Look around you. We have behaved in ways that were incredibly, astonishingly and embarrassingly stupid for much too long. We’ve wrecked the economy and mortgaged the future of generations yet unborn. We don’t even know if we’ll have an automobile industry in the coming years. It’s time to stop the self-destruction.

The slogan? “Invest in the U.S.” By that I mean we should stop squandering the nation’s wealth on unnecessary warfare overseas and mindless consumption here at home and start making sensible investments in the well-being of the American people and the long-term health of the economy.

The mind-boggling stupidity that we’ve indulged in was hammered home by a comment almost casually delivered by, of all people, Bernie Madoff, the mild-mannered creator of what appears to have been a nuclear-powered Ponzi scheme. Madoff summed up his activities with devastating simplicity. He is said to have told the F.B.I. that he “paid investors with money that wasn’t there.”
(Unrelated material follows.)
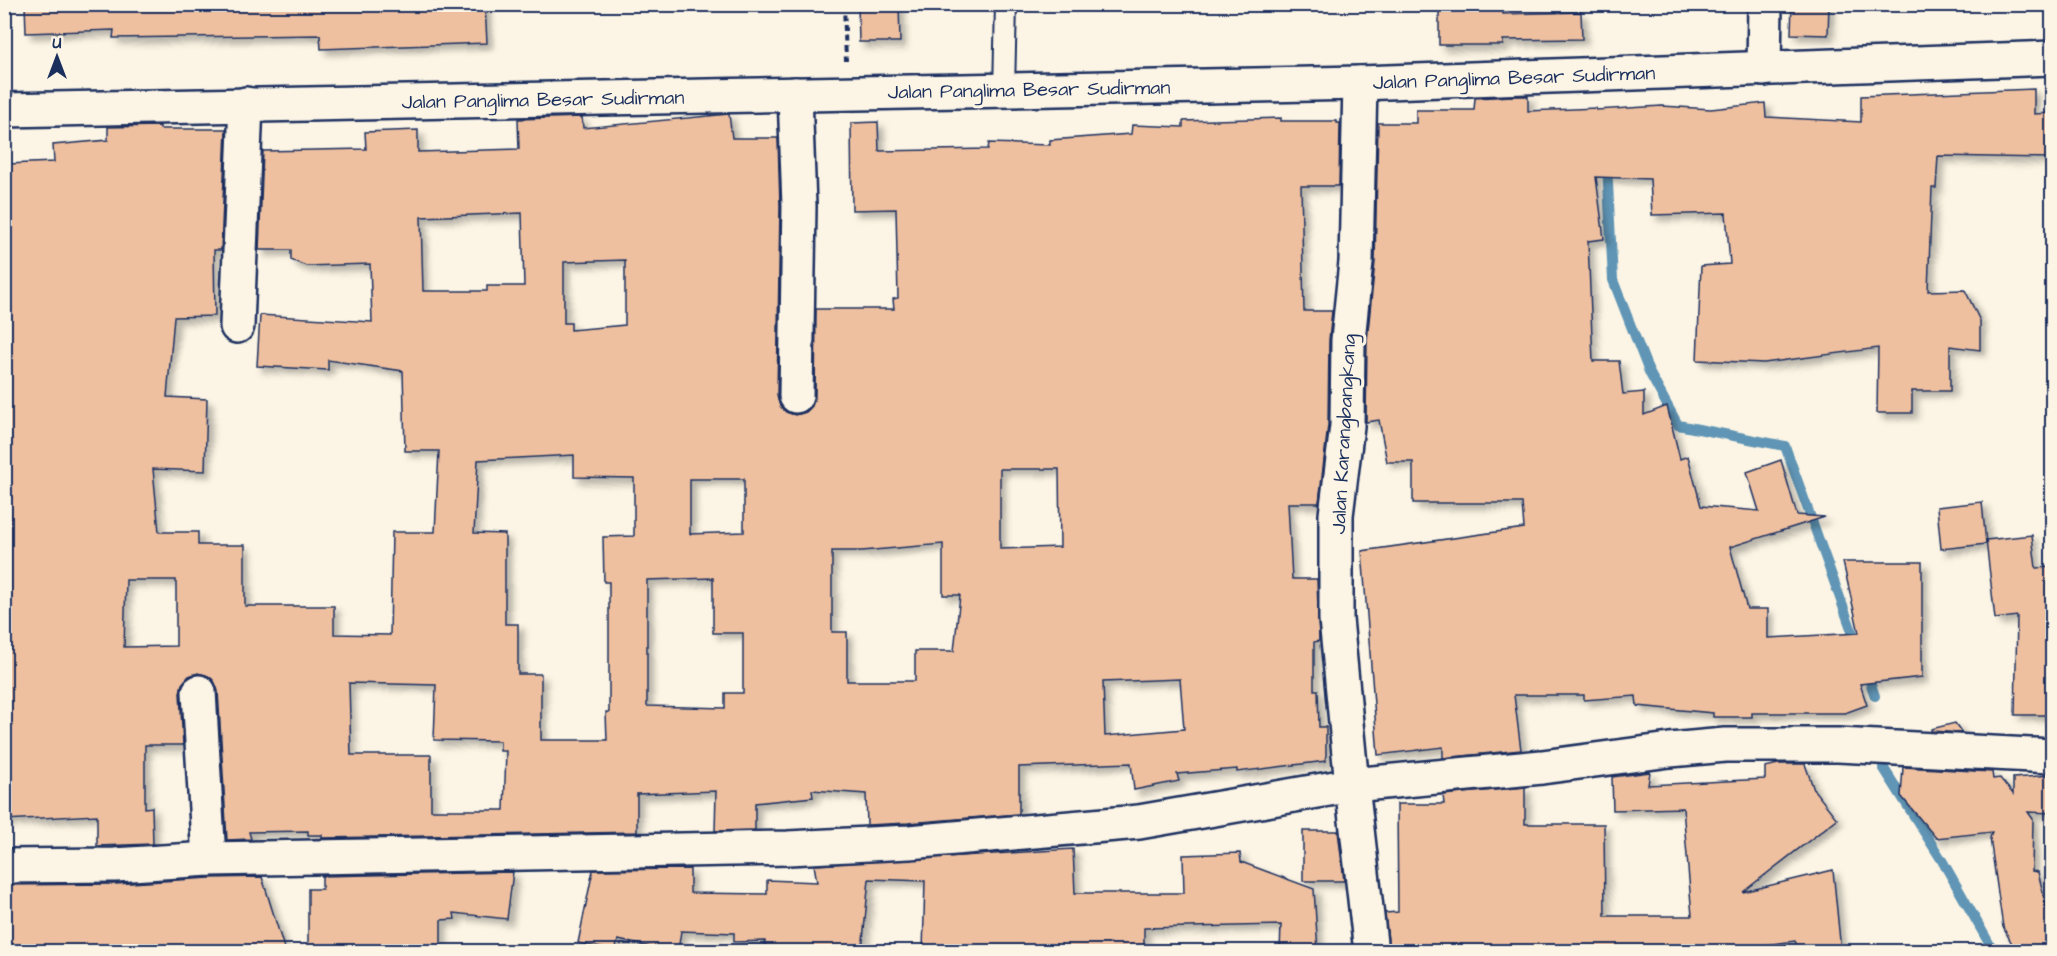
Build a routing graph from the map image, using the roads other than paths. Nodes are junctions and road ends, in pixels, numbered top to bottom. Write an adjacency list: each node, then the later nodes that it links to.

Somehow, over the past few decades, that has become the American way: to pay for things — from wars to Wall Street bonuses to flat-screen TVs to video games — with money that wasn’t there.
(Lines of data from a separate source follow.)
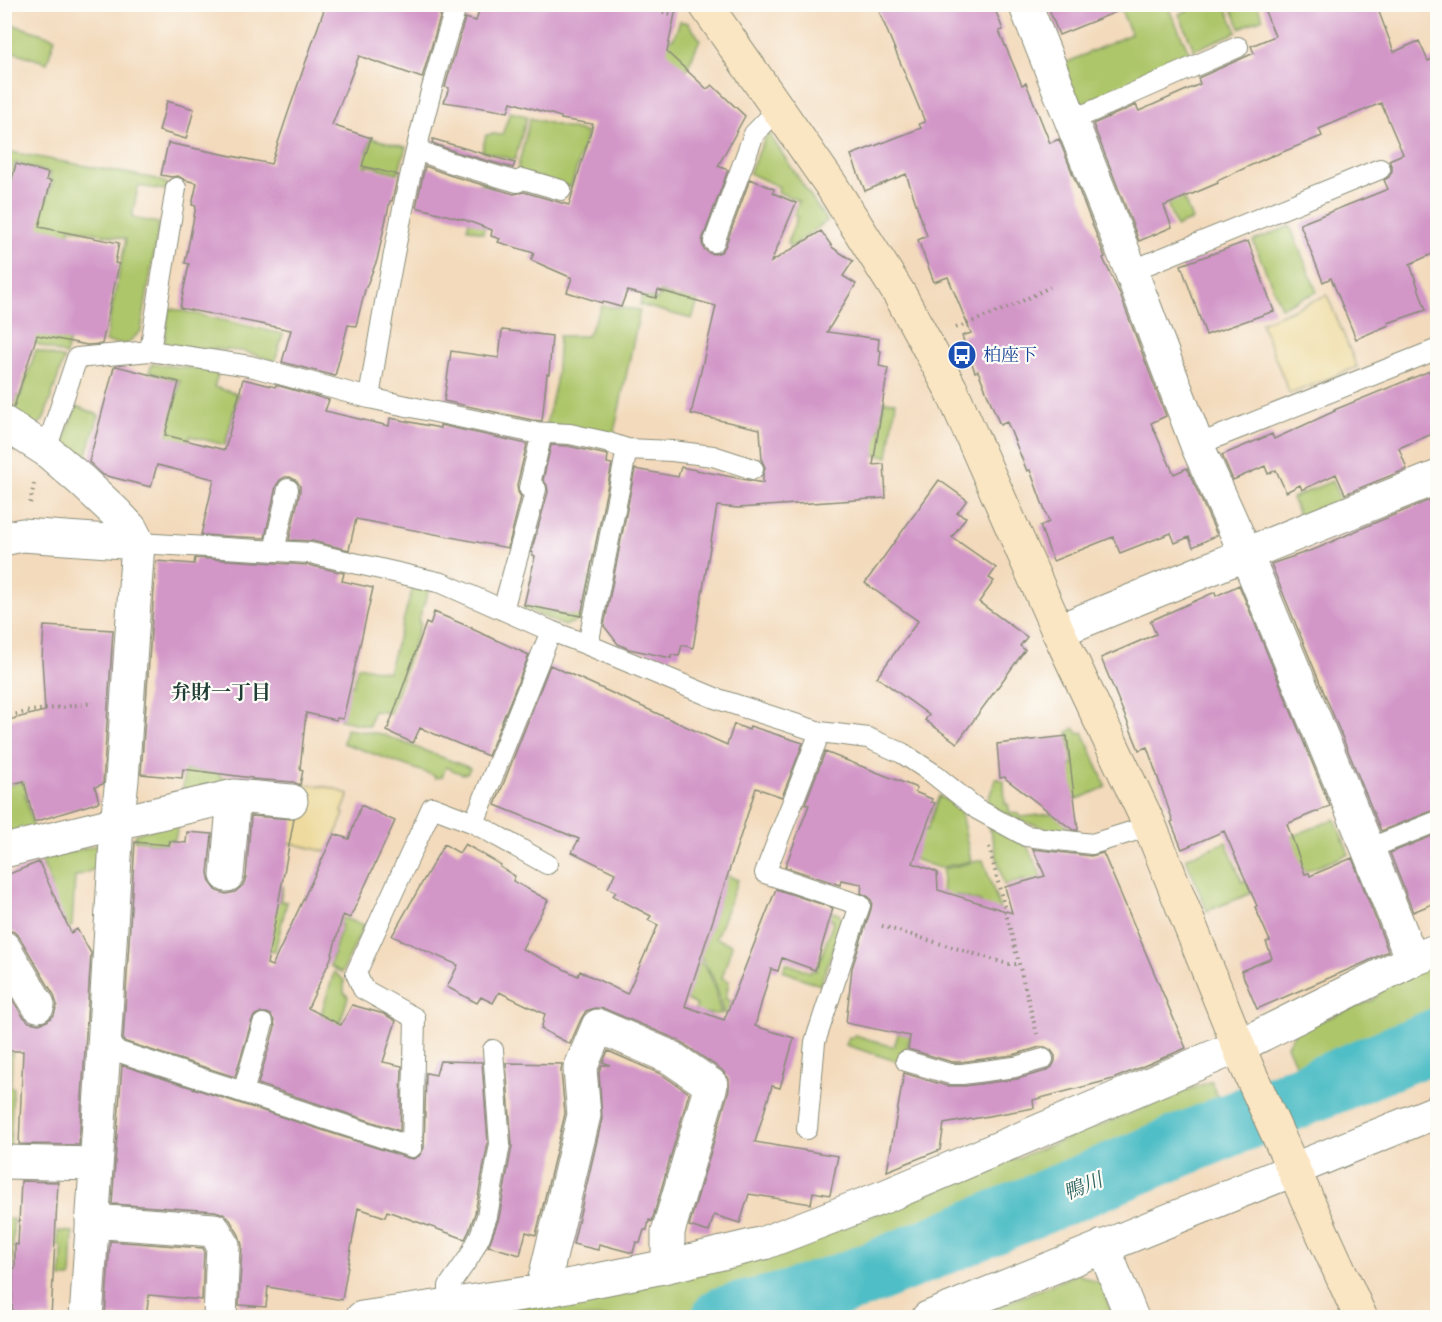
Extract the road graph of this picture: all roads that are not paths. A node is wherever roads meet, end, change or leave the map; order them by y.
1 (457, 4) edge
2 (705, 4) edge
3 (1025, 4) edge
4 (1238, 47) dead end
5 (778, 110) junction
6 (1070, 120) junction
7 (417, 150) junction
8 (1380, 169) dead end
9 (176, 188) dead end
10 (561, 190) dead end
11 (714, 242) dead end
12 (1131, 271) junction
13 (1437, 350) edge
14 (150, 351) junction
15 (369, 398) junction
16 (4, 423) edge
17 (542, 433) junction
18 (1197, 445) junction
19 (627, 449) junction
20 (46, 450) junction
21 (753, 469) dead end
22 (1437, 477) edge
23 (288, 489) dead end
24 (13, 537) edge
25 (138, 543) junction
26 (274, 551) junction
27 (1246, 554) junction
28 (503, 610) junction
29 (551, 631) junction
30 (1058, 631) junction
31 (588, 645) junction
32 (820, 732) junction
33 (234, 796) junction
34 (291, 801) dead end
35 (1437, 821) edge
36 (117, 823) junction
37 (474, 823) junction
38 (1150, 826) junction
39 (1368, 849) junction
40 (4, 851) edge
41 (547, 864) dead end
42 (227, 874) dead end
43 (4, 948) edge
44 (1424, 955) edge
45 (38, 1005) dead end
46 (263, 1024) dead end
47 (104, 1047) junction
48 (493, 1050) dead end
49 (1243, 1057) junction
50 (1043, 1059) road end
51 (906, 1061) dead end
52 (243, 1092) junction
53 (1437, 1111) edge
54 (807, 1129) dead end
55 (1288, 1159) junction
56 (4, 1162) edge
57 (96, 1164) junction
58 (92, 1221) junction
59 (1103, 1246) junction
60 (668, 1266) junction
61 (542, 1291) junction
62 (449, 1305) junction
63 (86, 1317) edge
64 (220, 1317) edge
65 (362, 1317) edge
66 (928, 1317) edge
67 (1132, 1317) edge
68 (1361, 1317) edge

1 - 7 lane
2 - 5 street
3 - 6 street
4 - 6 lane
5 - 11 lane
5 - 30 street
6 - 12 street
7 - 10 lane
7 - 15 lane
8 - 12 lane
9 - 14 lane
12 - 18 street
13 - 18 lane
14 - 15 lane
14 - 20 lane
15 - 17 lane
16 - 20 street
17 - 19 lane
17 - 28 lane
18 - 27 street
19 - 21 lane
19 - 31 lane
20 - 25 street
22 - 27 street
23 - 26 lane
24 - 25 street
25 - 26 lane
25 - 36 street
26 - 28 lane
27 - 30 street
27 - 39 street
28 - 29 lane
29 - 31 lane
29 - 37 lane
30 - 38 street
31 - 32 lane
32 - 38 lane
32 - 54 lane
33 - 34 street
33 - 36 street
33 - 42 street
35 - 39 lane
36 - 40 street
36 - 47 street
37 - 41 lane
37 - 52 lane
38 - 49 street
39 - 44 street
43 - 45 street
44 - 49 street
46 - 52 lane
47 - 52 lane
47 - 57 street
48 - 62 lane
49 - 55 street
49 - 60 street
50 - 51 lane
53 - 55 street
55 - 59 street
55 - 68 street
56 - 57 street
57 - 58 street
58 - 63 street
58 - 64 street
59 - 66 street
59 - 67 street
60 - 61 street
60 - 61 street
61 - 62 street
62 - 65 street

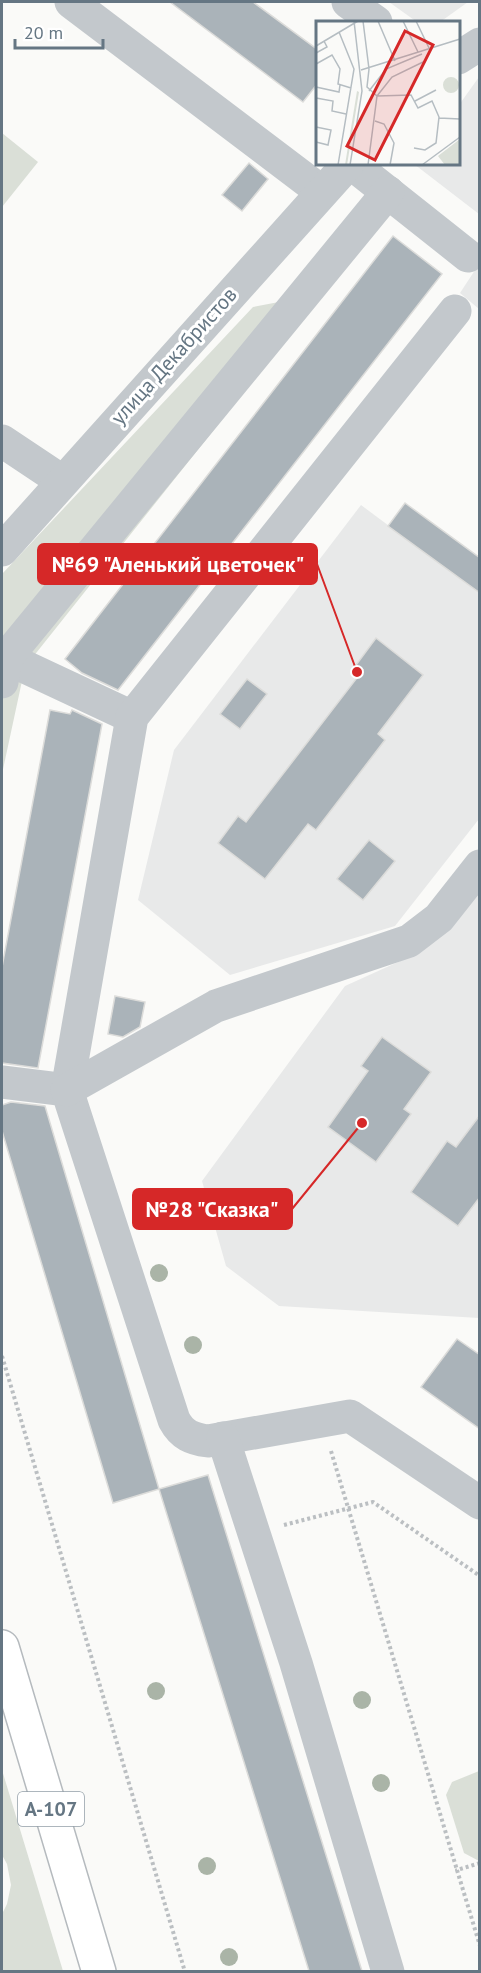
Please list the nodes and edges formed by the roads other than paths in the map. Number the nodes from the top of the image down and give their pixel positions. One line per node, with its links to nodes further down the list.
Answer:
1 (71, 2): 8 (street)
2 (348, 2): 3 (street)
3 (375, 21)
4 (480, 44): 5 (street)
5 (460, 57)
6 (347, 165): 8 (street, улица Декабристов)
7 (353, 165): 9 (street)
8 (322, 192): 13 (street, улица Декабристов)
9 (388, 192): 10 (street); 15 (street)
10 (468, 256)
11 (455, 311): 16 (street)
12 (2, 441): 13 (street)
13 (62, 480): 14 (street, улица Декабристов)
14 (2, 550)
15 (4, 670): 16 (street)
16 (132, 717): 19 (street)
17 (480, 866): 19 (street)
18 (2, 1082): 19 (street)
19 (67, 1090): 20 (street)
20 (223, 1438): 21 (street); 24 (street)
21 (480, 1503)
22 (2, 1647): 23 (main road, А-107)
23 (99, 1971)
24 (388, 1971)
For the rest of his OpEd, see here.

In times of major crisis the opportunity presents itself to either recognize what's really wrong and radically change this (and thereby really resolve things), or fail to rise to the occasion and usher in some other more virulent version of what has previously existed. What paradigm one is employing will prove decisive. The following comment on the NYT's website from a reader, one of the NYT's editors' selections, reflects this:

"Nobody can argue with 'be smart.' But how many tens of millions of Americans make their living with a job that, in one form or another, is aimed at getting other Americans to decrease their savings or increase their debt? Too many of us go to work and devise ways to legally pick the pockets of our unknowing fellow citizens in ways big and small. Americans are subjected to a daily blizzard of hidden fees and co-pays and penalties and tolls, each of which wears us down mentally, emotionally and financially. And behind every one of those fees is probably another American who thought it up, and got a big bonus for doing so. We need to revert back (or should I say move forward?) to true capitalism, where the seller and the buyer understand exactly what is being sold and the price that will be paid, and where it is engrained into our capitalist souls that cheating, swindling, hiding, and misrepresenting are immoral, shameful, illegal, and a threat to our country's future. If we know what things truly cost -- whether it be a cell phone, a mortgage, a flight to Denver or a visit to our doctor -- we can can make more intelligent decisions and maintain more control over our financial destinies. This is what actually goes on now, every day, between sophisticated businesses: prices are known, terms are understood, and the commercial code is clearly defined. When there are two sophisticated parties to a transaction, armed with tools of enforcement, things run remarkably smoothly. But consumers are not armed with the information or power necessary to calmly and rationally control our financial destinies. We open our bills wincing at the hidden pain we expect to find, because we are completely vulnerable to small print and long disclosures and agreement amendments and impossibly byzantine rules that we had no choice but to sign on to. Making this change requires more than a "be smart" slogan (which is a good start, mind you). In the short run it requires legal access to information, and penalties and stigma strong enough to dissaude [sic] deception. In the long run it requires us to redefine right and wrong.

— Kevin C, New York, NY"

Kevin C, like Herbert, puts his finger on some important aspects of the situation. I especially like his point that many people's jobs and bonuses are tied to driving other Americans into debt and "legally pick[ing] their pockets."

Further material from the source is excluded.